Policy review of some global chip industries

	Policy Papers/Meetings	Release time	policy points
European Union	"United Voice of European Processor and Semiconductor Technology Initiative"	end of 2020	Invest 145 billion euros in the next two to three years, and increase the EU semiconductor market share to 20% of the world by 2030
	Digital Compass 2030: A European Scenario for the Digital Decade	March 2021	To double chip production by 2030, and to account for 20% of the world's advanced chip manufacturing. To reduce the EU's dependence on key technologies from the United States and Asia.
	The European Chip Act	2022	Linking research, design and testing, and coordinating EU and national investments, with a view to jointly creating a state-of-the-art European chip ecosystem and ensuring a stable supply of chips
United States	"Government Incentives and U.S. Competitiveness in Semiconductor Manufacturing"	September 2020	It is suggested that the United States will build 19 local factories in the next ten years through a federal investment of 50 billion U.S. dollars to enhance the status of the U.S. manufacturing industry
	"Strengthening the Global Semiconductor Supply Chain in Uncertain Times"	September 2020	Emphasize that the United States should strengthen the development of domestically produced chips
	The American Chip Act	January 2021	Proposed that the purchase of semiconductor manufacturing equipment and related investment can obtain tax relief, and requested the federal government to allocate 10 billion U.S. dollars to encourage semiconductor manufacturing in the United States, establish the "National Semiconductor Technology Center", and encourage the Department of Defense and the Department of Energy to expand semiconductor investment
	Innovation and Competition Act	June 2021	The U.S. Senate approved appropriations totaling $250 billion, including $52 billion for the chip industry. Among them, including $39 billion in production and research and development funds, and $10.5 billion in project implementation funds, will be used to support the establishment of chip manufacturing plants in the United States in the future.

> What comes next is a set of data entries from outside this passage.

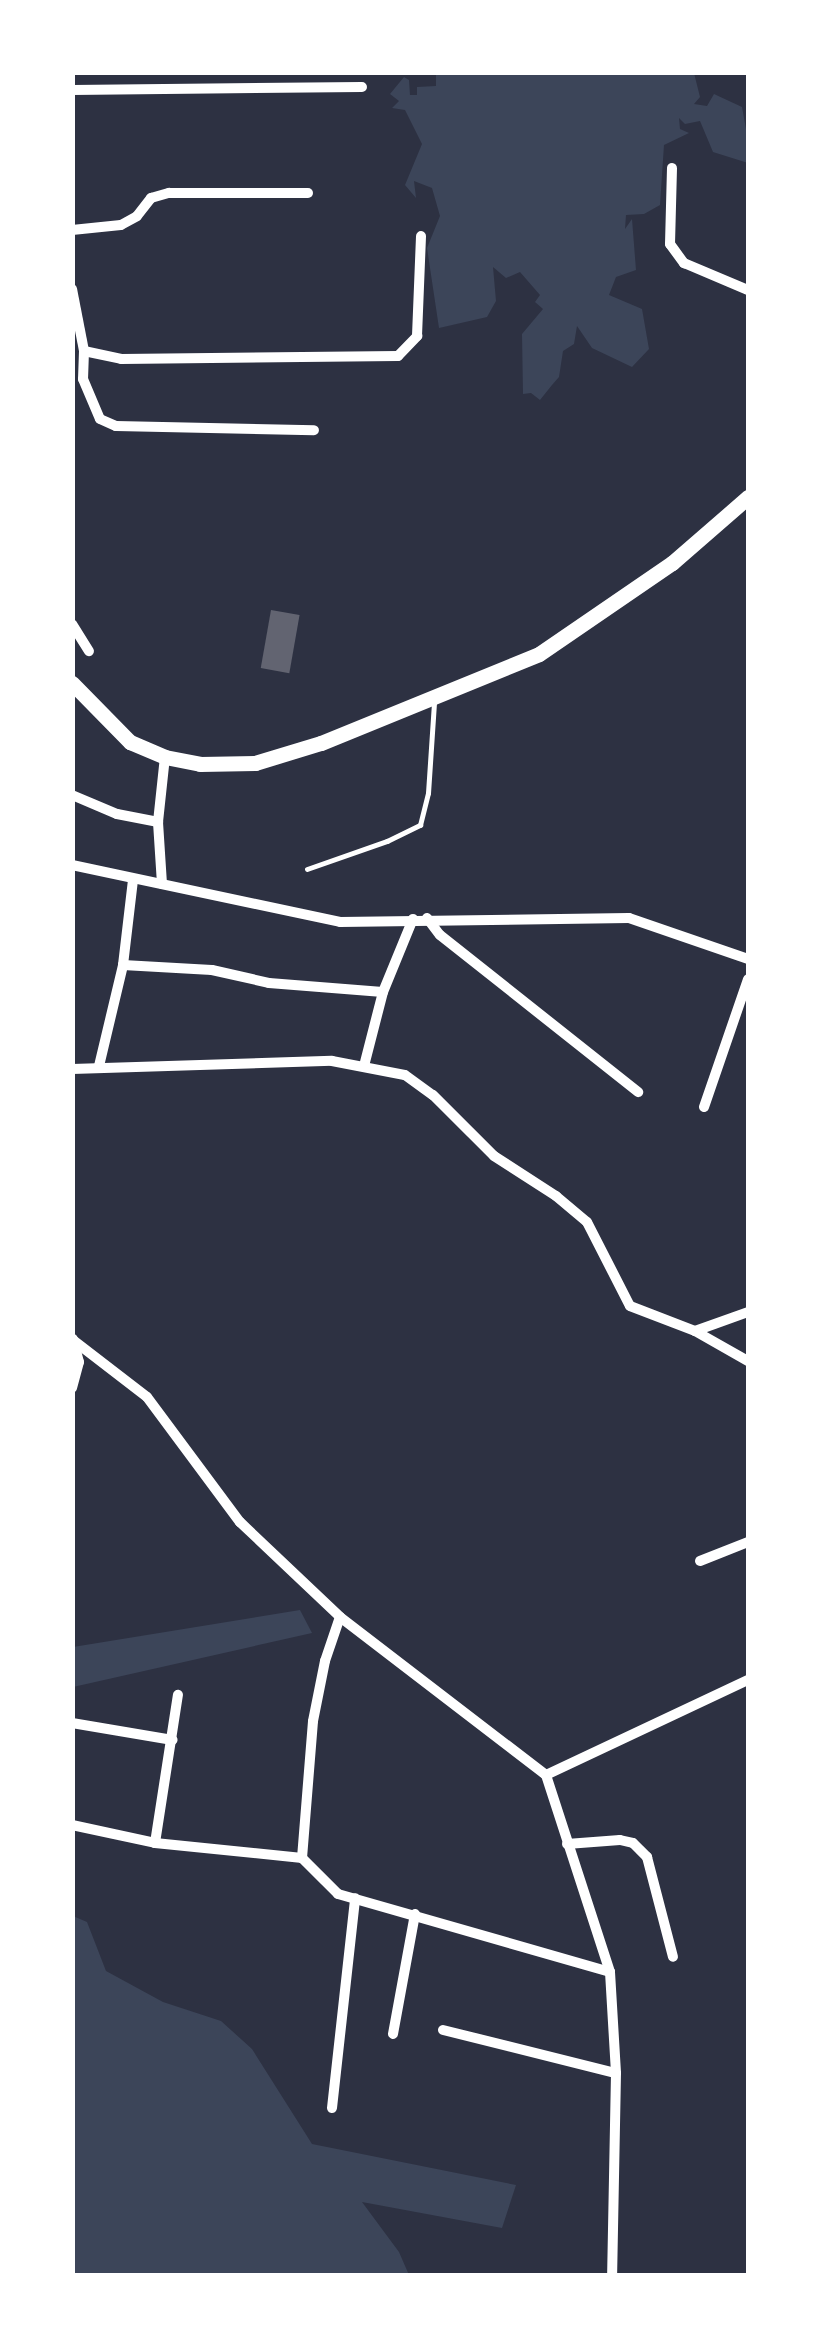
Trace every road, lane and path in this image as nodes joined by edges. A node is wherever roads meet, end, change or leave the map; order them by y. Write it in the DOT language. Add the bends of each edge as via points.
graph roads {
  1 [pos="362,87"];
  2 [pos="72,90"];
  3 [pos="672,168"];
  4 [pos="308,193"];
  5 [pos="72,230"];
  6 [pos="421,236"];
  7 [pos="72,290"];
  8 [pos="748,290"];
  9 [pos="84,350"];
  10 [pos="314,430"];
  11 [pos="748,499"];
  12 [pos="72,624"];
  13 [pos="89,651"];
  14 [pos="72,683"];
  15 [pos="435,699"];
  16 [pos="166,757"];
  17 [pos="72,795"];
  18 [pos="158,822"];
  19 [pos="72,866"];
  20 [pos="307,869"];
  21 [pos="132,880"];
  22 [pos="162,884"];
  23 [pos="427,918"];
  24 [pos="413,920"];
  25 [pos="748,959"];
  26 [pos="122,965"];
  27 [pos="748,980"];
  28 [pos="383,992"];
  29 [pos="99,1066"];
  30 [pos="364,1066"];
  31 [pos="72,1069"];
  32 [pos="638,1092"];
  33 [pos="704,1107"];
  34 [pos="748,1312"];
  35 [pos="695,1331"];
  36 [pos="73,1339"];
  37 [pos="748,1361"];
  38 [pos="72,1388"];
  39 [pos="748,1542"];
  40 [pos="700,1561"];
  41 [pos="340,1618"];
  42 [pos="748,1680"];
  43 [pos="178,1695"];
  44 [pos="72,1723"];
  45 [pos="173,1740"];
  46 [pos="546,1775"];
  47 [pos="72,1825"];
  48 [pos="155,1843"];
  49 [pos="567,1844"];
  50 [pos="302,1858"];
  51 [pos="356,1898"];
  52 [pos="416,1914"];
  53 [pos="673,1957"];
  54 [pos="610,1972"];
  55 [pos="443,2030"];
  56 [pos="393,2034"];
  57 [pos="616,2073"];
  58 [pos="332,2108"];
  59 [pos="612,2276"];
  1 -- 2 [label="street"];
  3 -- 8 [label="street" via="670,244 684,263"];
  4 -- 5 [label="street" via="169,193 152,198 122,225"];
  6 -- 9 [label="street" via="417,336 398,356 121,359"];
  7 -- 9 [label="street"];
  9 -- 10 [label="street" via="88,400 100,419 116,426"];
  11 -- 15 [label="main road" via="672,563 538,654"];
  12 -- 13 [label="street"];
  14 -- 16 [label="main road" via="130,742"];
  15 -- 16 [label="main road" via="255,763"];
  15 -- 20 [label="lane" via="420,824"];
  16 -- 18 [label="street"];
  17 -- 18 [label="street"];
  18 -- 22 [label="street"];
  19 -- 21 [label="street"];
  21 -- 22 [label="street"];
  21 -- 26 [label="street"];
  22 -- 24 [label="street" via="340,922"];
  23 -- 24 [label="street"];
  23 -- 25 [label="street" via="629,918"];
  23 -- 32 [label="street"];
  24 -- 28 [label="street"];
  26 -- 28 [label="street"];
  26 -- 29 [label="street"];
  27 -- 33 [label="street"];
  28 -- 30 [label="street"];
  29 -- 30 [label="street"];
  29 -- 31 [label="street"];
  30 -- 35 [label="street" via="405,1075 494,1156 586,1222 630,1306"];
  34 -- 35 [label="street"];
  35 -- 37 [label="street"];
  36 -- 38 [label="street" via="78,1362"];
  36 -- 41 [label="street" via="147,1396 240,1522"];
  39 -- 40 [label="street"];
  41 -- 46 [label="street"];
  41 -- 50 [label="street" via="313,1721"];
  42 -- 46 [label="street"];
  43 -- 45 [label="street"];
  44 -- 45 [label="street"];
  45 -- 48 [label="street"];
  46 -- 49 [label="street"];
  47 -- 48 [label="street"];
  48 -- 50 [label="street"];
  49 -- 53 [label="street" via="620,1840 647,1856"];
  49 -- 54 [label="street"];
  50 -- 51 [label="street" via="338,1894"];
  51 -- 52 [label="street"];
  51 -- 58 [label="street"];
  52 -- 54 [label="street"];
  52 -- 56 [label="street"];
  54 -- 57 [label="street"];
  55 -- 57 [label="street"];
  57 -- 59 [label="street"];
}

Japan	Semiconductor Digital Industry Strategy	March 2021	Japan will strengthen cooperation with overseas countries, jointly develop cutting-edge semiconductor manufacturing technologies and ensure production capacity, optimize the layout of the domestic semiconductor industry, and strengthen industrial resilience
	Growth Strategy Meeting	September 2021	The policy of adding support measures to various fields such as semiconductors and electric vehicles (EVs), will formulate support policies to introduce overseas semiconductor factories, and establish a semiconductor development fund of trillions of yen
	Economic Security Advancement Act (tentative name)	November 2021	The aid system for strengthening domestic production bases such as chips will be clearly stipulated, and overseas companies and Japanese companies will be attracted to return to the country by providing subsidies for investment and construction of factories.
South Korea	K-Semiconductor Strategy	May 2021	The semiconductor industry cluster will be planned in South Korea. By 2030, 510 trillion won will be invested, involving semiconductor design, raw materials, production, parts, cutting-edge equipment and other links, aiming to dominate the global semiconductor supply chain.

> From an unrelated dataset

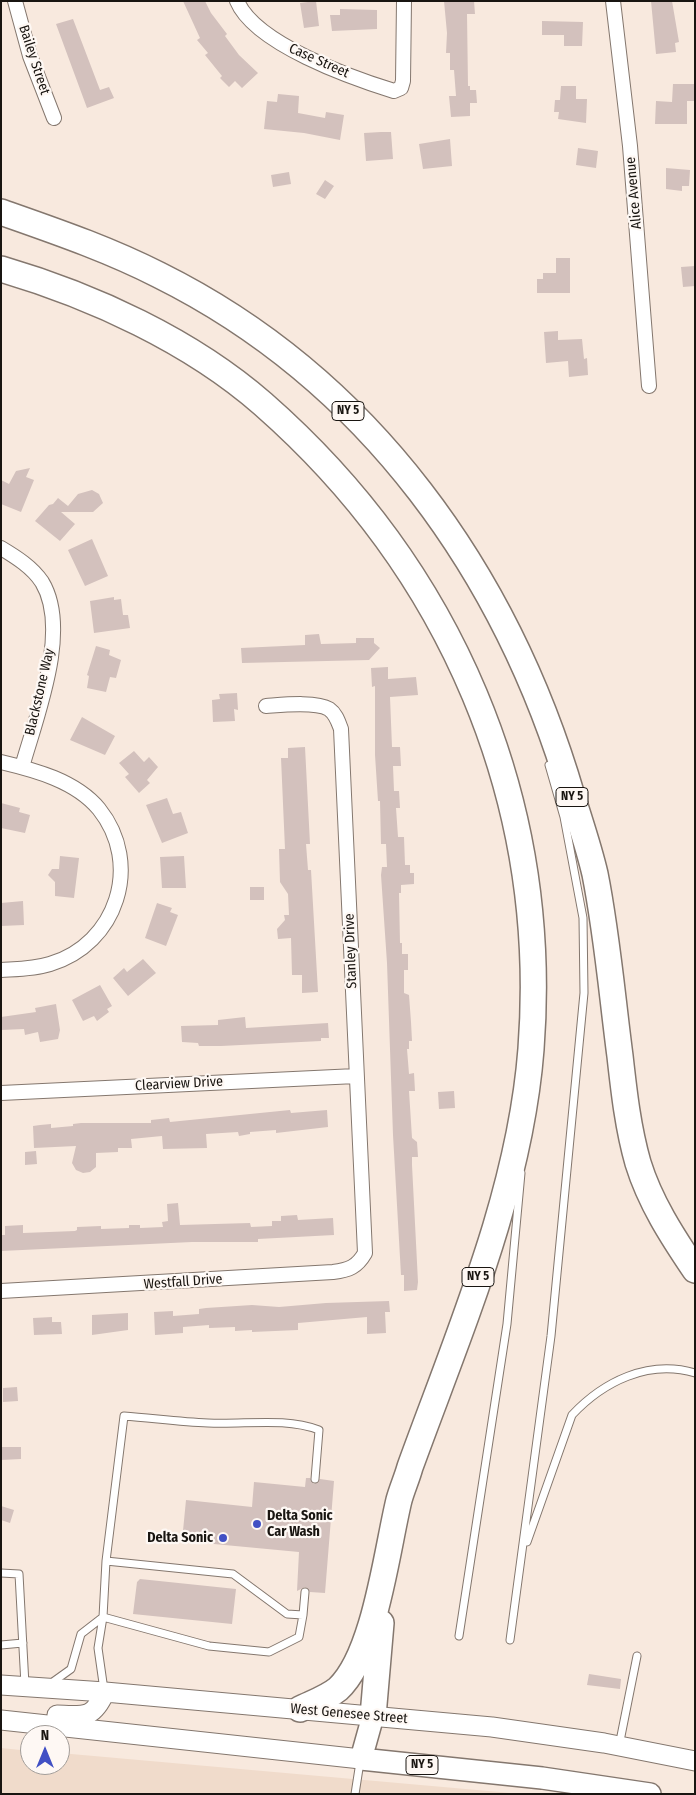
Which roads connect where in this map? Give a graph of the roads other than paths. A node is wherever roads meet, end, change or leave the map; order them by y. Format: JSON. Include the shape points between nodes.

	Innovation Conference	November 2021	The government will use all its strength to promote the development of the three innovative growth industries of semiconductors, future automobiles, and biological health, and strive to raise the competitiveness of these three industries to the world's first by 2025

5. Conclusion

Driven by the "new three modernizations" of the automotive industry, the importance of automotive chips has been further highlighted. Due to the high requirements of the automotive chip industry, automotive companies should strengthen cooperation with chip, software or system developers, strengthen technical exchanges and docking with upstream and downstream industries, establish an ecology suitable for the development of automotive chips, and achieve healthy development of the automotive chip industry.